For Türkiye, this diagnosis carries immediate consequences. It reshapes alliance expectations, weakens institutional guardrails, and clarifies a reality Ankara has been navigating for some time: in an increasingly fragmented system, middle powers do not gain freedom of action. They inherit exposure.

A System Without a Reliable Anchor

The report’s most consequential claim is that the United States has shifted from being a stabilising force to a primary source of unpredictability. Policy is described as increasingly personalised, transactional, and driven by domestic political imperatives rather than institutional continuity.

For Türkiye, this alters the character of the bilateral relationship. The familiar pattern of difficult but structured engagement gives way to conditional interaction, where leverage matters more than precedent and timing matters more than alignment. Disagreements no longer unfold within a shared framework. They surface in an environment where rules are thinner and reactions faster.

This is not a temporary adjustment. It is a structural change that constrains how far Ankara can rely on predictability in its most important alliance relationship.

NATO and the Limits of Collective Assurance

That uncertainty extends into NATO. The report anticipates an alliance increasingly focused on hybrid threats and short-term crisis management, even as American commitment to European security becomes more selective.

For Türkiye, this creates an uneven equation. Responsibilities on NATO’s southern flank expand as assurances become less explicit. Ankara is expected to manage security spillovers in the Black Sea, the Eastern Mediterranean, and the Middle East, while the political cohesion that once underpinned collective defence weakens.

In this context, strategic autonomy is not an ambition. It is a defensive adaptation. NATO remains indispensable for Türkiye, but no longer sufficient on its own.

China Without Binary Choices

The report rejects the idea that the defining risk of 2026 is a direct US–China rupture. Instead, it highlights China’s growing advantage in infrastructure, energy systems, and industrial capacity, particularly for emerging and middle-income economies.
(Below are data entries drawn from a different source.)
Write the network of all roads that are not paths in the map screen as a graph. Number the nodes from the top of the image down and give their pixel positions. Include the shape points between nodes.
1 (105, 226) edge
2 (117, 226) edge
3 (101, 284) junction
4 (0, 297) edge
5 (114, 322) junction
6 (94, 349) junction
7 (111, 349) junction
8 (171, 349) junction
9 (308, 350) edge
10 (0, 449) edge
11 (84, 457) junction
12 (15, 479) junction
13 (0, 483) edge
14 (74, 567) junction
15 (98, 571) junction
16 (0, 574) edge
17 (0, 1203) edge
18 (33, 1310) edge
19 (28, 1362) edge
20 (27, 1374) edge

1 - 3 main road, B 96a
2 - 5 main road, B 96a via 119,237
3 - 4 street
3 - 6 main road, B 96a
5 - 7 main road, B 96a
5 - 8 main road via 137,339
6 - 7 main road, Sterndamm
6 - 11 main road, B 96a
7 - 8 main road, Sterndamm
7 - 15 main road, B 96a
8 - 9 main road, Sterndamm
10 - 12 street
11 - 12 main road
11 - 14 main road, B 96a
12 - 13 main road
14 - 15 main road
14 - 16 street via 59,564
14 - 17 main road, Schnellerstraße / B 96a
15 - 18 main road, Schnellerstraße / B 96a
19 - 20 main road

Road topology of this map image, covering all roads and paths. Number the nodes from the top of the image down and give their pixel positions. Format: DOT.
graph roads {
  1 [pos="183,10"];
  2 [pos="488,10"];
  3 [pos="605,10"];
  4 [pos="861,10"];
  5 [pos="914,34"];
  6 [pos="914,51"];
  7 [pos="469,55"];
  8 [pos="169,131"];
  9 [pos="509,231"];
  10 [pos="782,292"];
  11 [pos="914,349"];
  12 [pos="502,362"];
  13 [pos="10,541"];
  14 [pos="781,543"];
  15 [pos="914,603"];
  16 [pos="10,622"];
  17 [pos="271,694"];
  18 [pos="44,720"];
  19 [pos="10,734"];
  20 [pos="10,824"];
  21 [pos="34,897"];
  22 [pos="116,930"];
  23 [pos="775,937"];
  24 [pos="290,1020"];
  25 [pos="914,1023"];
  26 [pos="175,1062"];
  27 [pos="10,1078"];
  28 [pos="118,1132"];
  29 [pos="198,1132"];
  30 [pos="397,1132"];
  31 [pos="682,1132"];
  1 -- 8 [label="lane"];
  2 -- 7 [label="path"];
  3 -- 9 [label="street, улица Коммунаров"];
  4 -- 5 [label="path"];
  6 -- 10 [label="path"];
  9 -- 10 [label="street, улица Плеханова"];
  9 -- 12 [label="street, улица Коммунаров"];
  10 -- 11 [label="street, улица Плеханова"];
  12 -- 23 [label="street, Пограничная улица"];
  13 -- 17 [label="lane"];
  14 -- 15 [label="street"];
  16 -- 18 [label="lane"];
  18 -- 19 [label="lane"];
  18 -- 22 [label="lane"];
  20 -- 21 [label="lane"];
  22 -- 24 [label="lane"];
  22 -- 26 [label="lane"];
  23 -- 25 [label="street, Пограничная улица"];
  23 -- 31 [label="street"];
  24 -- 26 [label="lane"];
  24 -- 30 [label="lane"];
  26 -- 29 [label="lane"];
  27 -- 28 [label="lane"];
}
For Türkiye, this framing reduces pressure for binary alignment but raises the cost of miscalculation. Ankara is not choosing between Washington and Beijing. It is managing exposure to secondary effects, including trade coercion, regulatory pressure, and geopolitical spillovers generated by great-power competition elsewhere.
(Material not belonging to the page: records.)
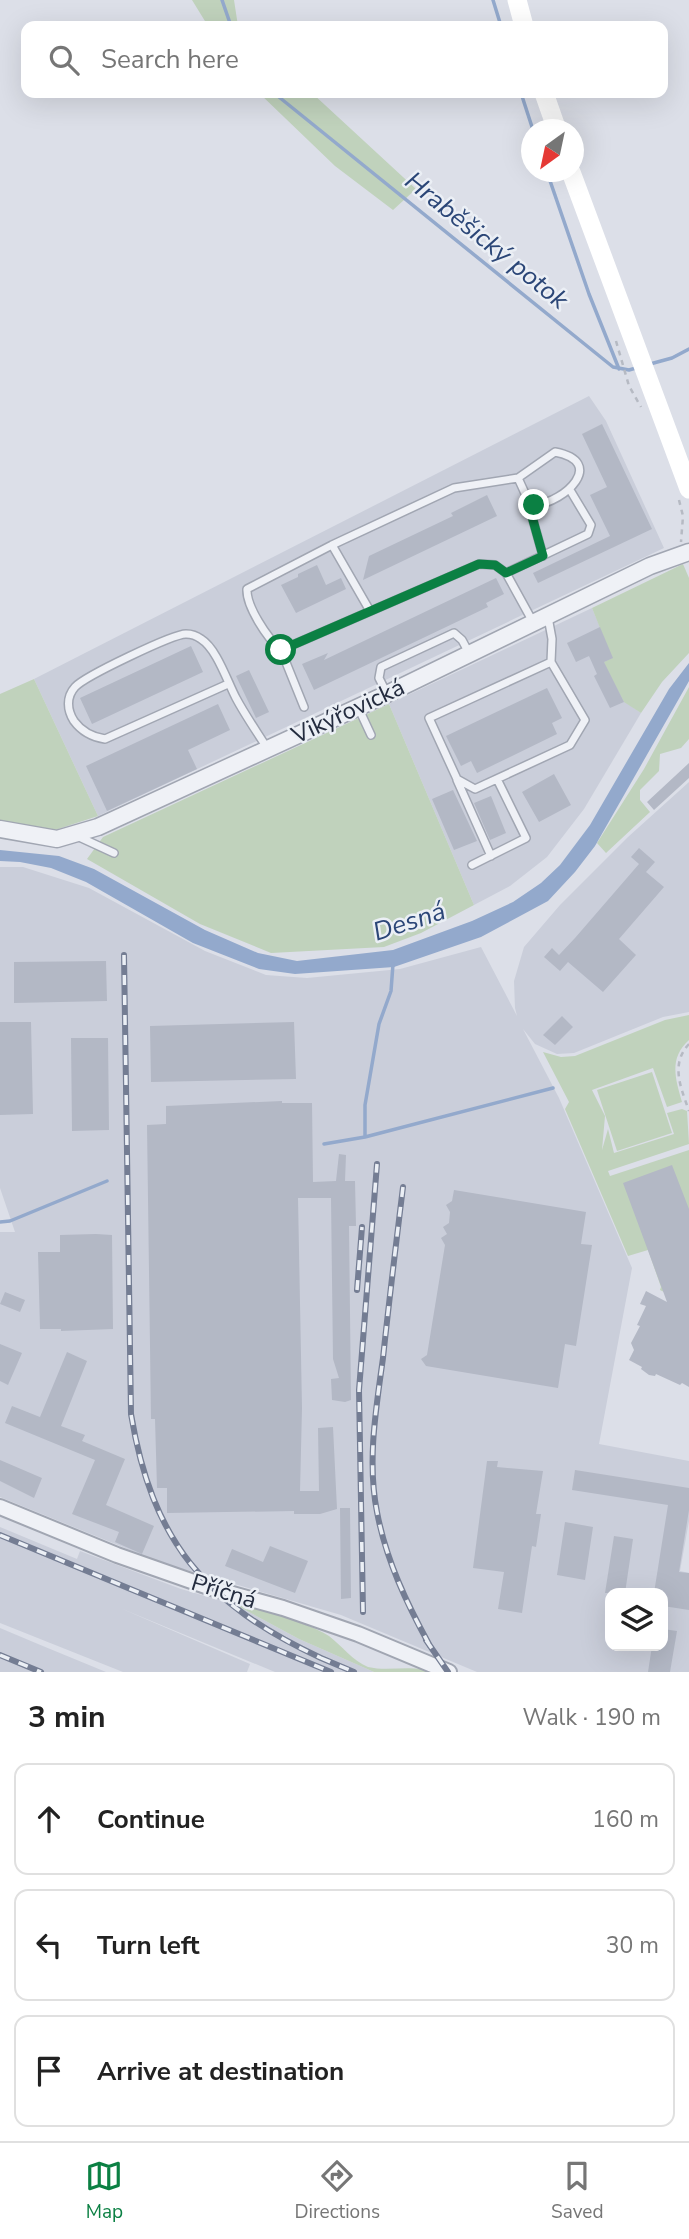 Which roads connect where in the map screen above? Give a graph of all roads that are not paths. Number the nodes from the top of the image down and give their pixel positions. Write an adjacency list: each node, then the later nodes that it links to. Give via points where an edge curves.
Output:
1 (517, 0): 2 (main road)
2 (523, 21)
3 (546, 98): 4 (main road)
4 (553, 119)
5 (574, 182): 7 (main road, via 629,356 647,378)
6 (518, 478): 8 (lane, via 555,452 579,464 577,483); 9 (lane); 10 (lane, via 454,488)
7 (689, 489)
8 (570, 490): 9 (lane, via 544,505); 12 (lane, via 591,525 588,534)
9 (532, 503): 12 (lane)
10 (332, 545): 14 (lane); 16 (lane, via 247,589 246,598)
11 (689, 552): 15 (street, Vikýřovická)
12 (543, 556): 13 (lane)
13 (506, 573): 14 (lane, via 495,565 479,564); 15 (lane)
14 (370, 611): 16 (lane)
15 (540, 619): 17 (street, Vikýřovická); 18 (lane, via 552,639)
16 (281, 650): 21 (lane)
17 (469, 653): 20 (street, Vikýřovická); 20 (lane, via 454,633 381,667)
18 (551, 663): 25 (lane, via 429,718); 26 (lane, via 585,720 570,745)
19 (228, 684): 19 (lane, via 208,644 188,634 81,682 70,695 68,710 83,730 105,739); 24 (lane)
20 (387, 694): 22 (street, Vikýřovická)
21 (304, 707)
22 (358, 707): 23 (lane); 24 (street, Vikýřovická)
23 (371, 735)
24 (267, 749): 28 (street, Vikýřovická)
25 (457, 779): 26 (lane, via 475,789); 30 (lane)
26 (497, 779): 30 (lane, via 526,838)
27 (0, 829): 28 (street, Vikýřovická, via 57,839)
28 (73, 835): 29 (lane)
29 (114, 853)
30 (491, 856): 31 (lane)
31 (472, 865)
32 (0, 1507): 33 (street, Příčná, via 117,1555 358,1634)
33 (449, 1672)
The challenge is not alignment, but entanglement. Middle powers absorb shocks even when they did not create them.

Europe’s Weak Center and Türkiye’s Awkward Centrality

Europe’s political center emerges from the report severely weakened. France, Germany, and the United Kingdom are portrayed as inward-looking and constrained by fragile governments, with limited capacity for strategic leadership.

This has direct implications for Türkiye. European dependence on Ankara grows across security, migration management, and energy transit, even as Europe’s ability to translate that dependence into stable policy declines. The relationship becomes functional but brittle, shaped more by necessity than by strategy.
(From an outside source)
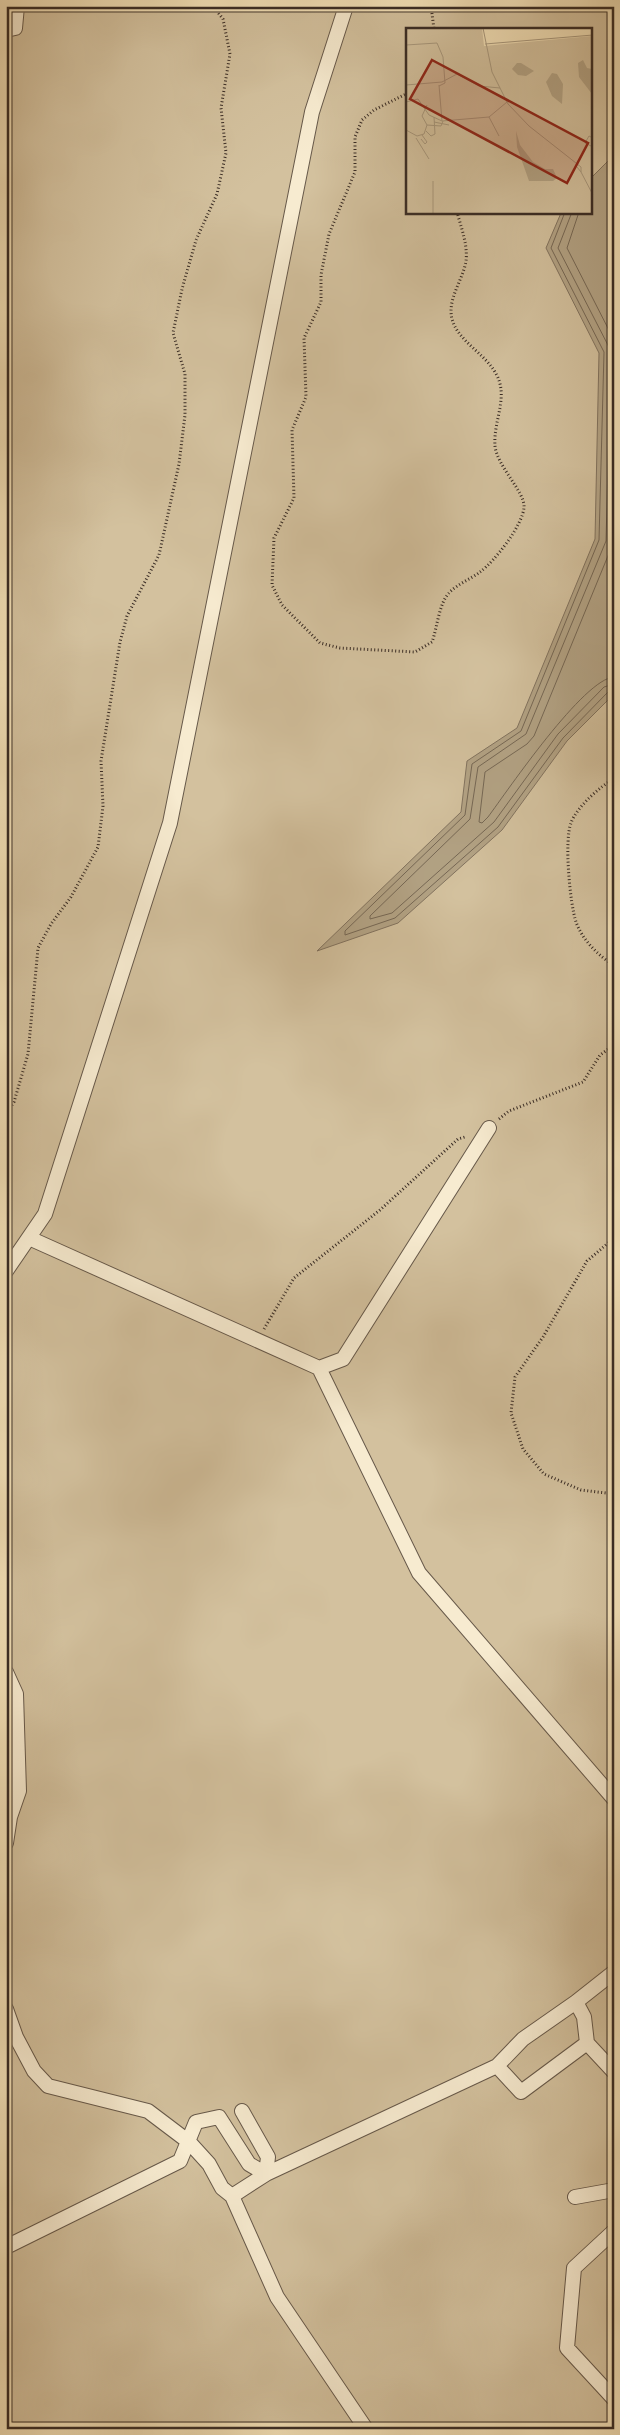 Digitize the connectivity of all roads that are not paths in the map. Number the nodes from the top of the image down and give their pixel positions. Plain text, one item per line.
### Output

Türkiye is increasingly central to European stability, but rarely positioned comfortably within Europe’s political imagination.

The Discipline of Middle-Power Politics

Taken together, the report describes a system that rewards neither ambition nor passivity. For middle powers, uncertainty is not an opportunity to expand influence. It is a condition to be managed.

Türkiye’s position reflects this reality. It is neither a system-shaping power nor a peripheral actor. Its geography, alliances, and economic ties place it at the intersection of multiple fault lines. That exposure creates leverage only if handled with restraint. Overreach carries immediate costs; missequencing decisions compounds pressure across theatres.

In such an environment, consistency matters more than vision. The central task is not to redefine Türkiye’s role, but to preserve room for adjustment without turning volatility into doctrine.

The Top Risks 2026 report makes one point unmistakably clear. The international system is not moving toward a new equilibrium. For Türkiye, the question is not how to restore certainty, but how to operate without it.